|A great meal for a warm summer evening or a winter lunch with a bowl of tomato basil soup!|
Kim and I were busy today working in her new garden, watering her lawn and running errands. It was hot (in the upper 80s) and we realized we had not come up with anything to eat for supper. Neither of us was in the mood to cook so I suggested one of the all time favorites at her schools, hoping the girls would enjoy it too. It's called Tuna-Mac Salad and Mom let me in on the secret ingredient that makes it so delicious. I am willing to share it with you. This is kind of a "cleaning out the refrigerator" type of recipe. So you can get as creative as you want. I am writing this so Kim will have it to make again since she and the girls did like it and that is not always the case with the girls!
PUG'S TUNA-MAC SALAD
1/2 LB. ELBOW MACARONI OR SMALL SHELLS
3 CANS (5 OZ) TUNA
1/2 CUP CHOPPED CELERY
1/4 CUP CHOPPED DILL PICKLES
1/4-1/3 CUP CHOPPED CARROTS
1/4-1/3 CUP FROZEN PEAS, COOKED
1 CUP SHREDDED CHEESE (I LIKE CHEDDAR)
1/2 CUP MAYONNAISE
1/4 CUP PICKLE JUICE
SALT AND PEPPER TO TASTE
SECRET INGREDIENT--SEE BELOW
You can add chopped onion, sliced radishes, diced chunks of cheese, sweet pickles instead of dill, olives, chopped leftover Easter eggs or any other favorite item you want. You can also leave out some ingredients (like celery, Carla, or peas, Erin) if you don't want them.
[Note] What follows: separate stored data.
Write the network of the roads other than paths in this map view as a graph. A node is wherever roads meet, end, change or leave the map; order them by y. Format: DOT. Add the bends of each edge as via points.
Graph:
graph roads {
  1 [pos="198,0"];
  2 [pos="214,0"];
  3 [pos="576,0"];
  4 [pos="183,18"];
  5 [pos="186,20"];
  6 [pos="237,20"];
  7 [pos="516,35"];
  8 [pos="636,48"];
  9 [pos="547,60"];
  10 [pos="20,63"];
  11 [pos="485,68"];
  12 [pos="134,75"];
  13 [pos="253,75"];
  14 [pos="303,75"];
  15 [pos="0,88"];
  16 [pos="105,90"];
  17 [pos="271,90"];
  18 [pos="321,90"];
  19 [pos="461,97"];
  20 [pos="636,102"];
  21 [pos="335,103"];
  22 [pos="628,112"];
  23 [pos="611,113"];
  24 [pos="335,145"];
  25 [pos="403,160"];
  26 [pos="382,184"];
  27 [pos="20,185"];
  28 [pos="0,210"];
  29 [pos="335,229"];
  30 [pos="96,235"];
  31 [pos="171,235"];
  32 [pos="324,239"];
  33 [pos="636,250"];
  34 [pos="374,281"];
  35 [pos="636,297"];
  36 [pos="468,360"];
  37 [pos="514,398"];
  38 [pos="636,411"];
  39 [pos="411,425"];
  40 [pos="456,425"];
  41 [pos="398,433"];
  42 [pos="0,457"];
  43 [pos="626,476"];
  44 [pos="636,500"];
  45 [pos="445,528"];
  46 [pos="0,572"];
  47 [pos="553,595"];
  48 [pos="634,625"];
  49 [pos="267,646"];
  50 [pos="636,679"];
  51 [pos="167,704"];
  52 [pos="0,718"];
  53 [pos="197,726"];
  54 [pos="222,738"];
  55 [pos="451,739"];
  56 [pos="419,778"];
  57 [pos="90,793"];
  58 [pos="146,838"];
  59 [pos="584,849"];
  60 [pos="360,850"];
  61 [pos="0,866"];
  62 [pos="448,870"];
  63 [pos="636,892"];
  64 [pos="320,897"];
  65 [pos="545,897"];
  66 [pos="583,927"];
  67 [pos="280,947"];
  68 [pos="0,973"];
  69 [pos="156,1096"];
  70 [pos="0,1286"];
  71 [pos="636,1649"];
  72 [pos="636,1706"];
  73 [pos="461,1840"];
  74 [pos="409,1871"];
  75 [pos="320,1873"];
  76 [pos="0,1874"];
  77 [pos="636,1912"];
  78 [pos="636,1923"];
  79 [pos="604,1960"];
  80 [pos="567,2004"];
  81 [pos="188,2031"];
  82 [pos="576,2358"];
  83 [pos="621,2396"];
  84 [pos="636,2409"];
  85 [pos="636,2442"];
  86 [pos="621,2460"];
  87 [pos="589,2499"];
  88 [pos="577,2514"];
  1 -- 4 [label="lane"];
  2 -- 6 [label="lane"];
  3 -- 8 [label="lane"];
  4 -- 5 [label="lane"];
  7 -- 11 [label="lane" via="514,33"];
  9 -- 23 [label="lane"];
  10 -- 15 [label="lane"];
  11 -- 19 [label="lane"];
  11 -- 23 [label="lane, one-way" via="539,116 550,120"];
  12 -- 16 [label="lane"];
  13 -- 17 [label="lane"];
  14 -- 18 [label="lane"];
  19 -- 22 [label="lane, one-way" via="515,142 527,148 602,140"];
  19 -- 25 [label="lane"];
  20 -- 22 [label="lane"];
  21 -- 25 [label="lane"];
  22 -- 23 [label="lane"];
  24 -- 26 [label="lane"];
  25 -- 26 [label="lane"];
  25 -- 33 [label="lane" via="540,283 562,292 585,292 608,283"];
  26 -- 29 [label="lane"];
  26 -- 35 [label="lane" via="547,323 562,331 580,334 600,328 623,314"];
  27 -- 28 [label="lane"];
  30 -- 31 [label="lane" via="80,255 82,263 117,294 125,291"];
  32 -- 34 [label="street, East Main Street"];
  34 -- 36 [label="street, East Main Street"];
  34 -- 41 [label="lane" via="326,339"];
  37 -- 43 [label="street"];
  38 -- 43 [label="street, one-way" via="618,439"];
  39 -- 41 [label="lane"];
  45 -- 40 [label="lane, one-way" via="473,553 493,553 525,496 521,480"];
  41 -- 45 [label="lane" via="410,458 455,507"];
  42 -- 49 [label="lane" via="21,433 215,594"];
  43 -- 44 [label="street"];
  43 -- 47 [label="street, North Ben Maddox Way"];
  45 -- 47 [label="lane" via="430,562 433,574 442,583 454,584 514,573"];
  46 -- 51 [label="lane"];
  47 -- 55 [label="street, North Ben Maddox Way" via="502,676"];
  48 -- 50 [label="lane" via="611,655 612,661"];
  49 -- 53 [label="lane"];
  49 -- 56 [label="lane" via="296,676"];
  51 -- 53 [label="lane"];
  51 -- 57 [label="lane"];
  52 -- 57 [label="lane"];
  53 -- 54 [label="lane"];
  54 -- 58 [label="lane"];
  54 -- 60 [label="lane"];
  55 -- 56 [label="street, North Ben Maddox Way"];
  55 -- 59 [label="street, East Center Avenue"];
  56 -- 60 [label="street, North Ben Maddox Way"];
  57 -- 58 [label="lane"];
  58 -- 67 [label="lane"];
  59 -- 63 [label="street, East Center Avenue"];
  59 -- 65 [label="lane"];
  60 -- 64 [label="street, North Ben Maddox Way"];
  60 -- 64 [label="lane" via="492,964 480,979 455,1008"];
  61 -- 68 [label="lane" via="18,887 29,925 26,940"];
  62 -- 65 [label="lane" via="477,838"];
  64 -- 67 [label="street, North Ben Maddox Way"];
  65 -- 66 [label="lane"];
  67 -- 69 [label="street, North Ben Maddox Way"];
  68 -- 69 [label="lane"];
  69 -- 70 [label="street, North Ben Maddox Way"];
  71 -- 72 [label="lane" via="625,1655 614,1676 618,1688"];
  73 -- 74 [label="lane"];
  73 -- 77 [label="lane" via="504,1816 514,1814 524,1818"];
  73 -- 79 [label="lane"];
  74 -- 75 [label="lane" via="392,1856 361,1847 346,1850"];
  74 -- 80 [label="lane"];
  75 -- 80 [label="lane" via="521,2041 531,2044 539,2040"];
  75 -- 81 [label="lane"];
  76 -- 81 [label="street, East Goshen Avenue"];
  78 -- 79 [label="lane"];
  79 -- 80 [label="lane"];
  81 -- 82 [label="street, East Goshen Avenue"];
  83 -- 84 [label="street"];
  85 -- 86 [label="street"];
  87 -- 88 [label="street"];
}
Cook pasta according to package directions and drain. Put tuna, all chopped vegetables, peas, cheese, and macaroni in a big bowl, toss lightly. Mix mayonnaise and pickle juice in a small bowl. Add to the tuna mixture and toss to coat everything. Season with salt and pepper to taste. Now for the secret ingredient---- Sprinkle 3 Tablespoons of sugar over the top and then stir in. Do not put the sugar in with the mayo, it HAS to go over the top at the end. My Mom told me that was the secret. And she was the boss of the kitchen as all our family knew!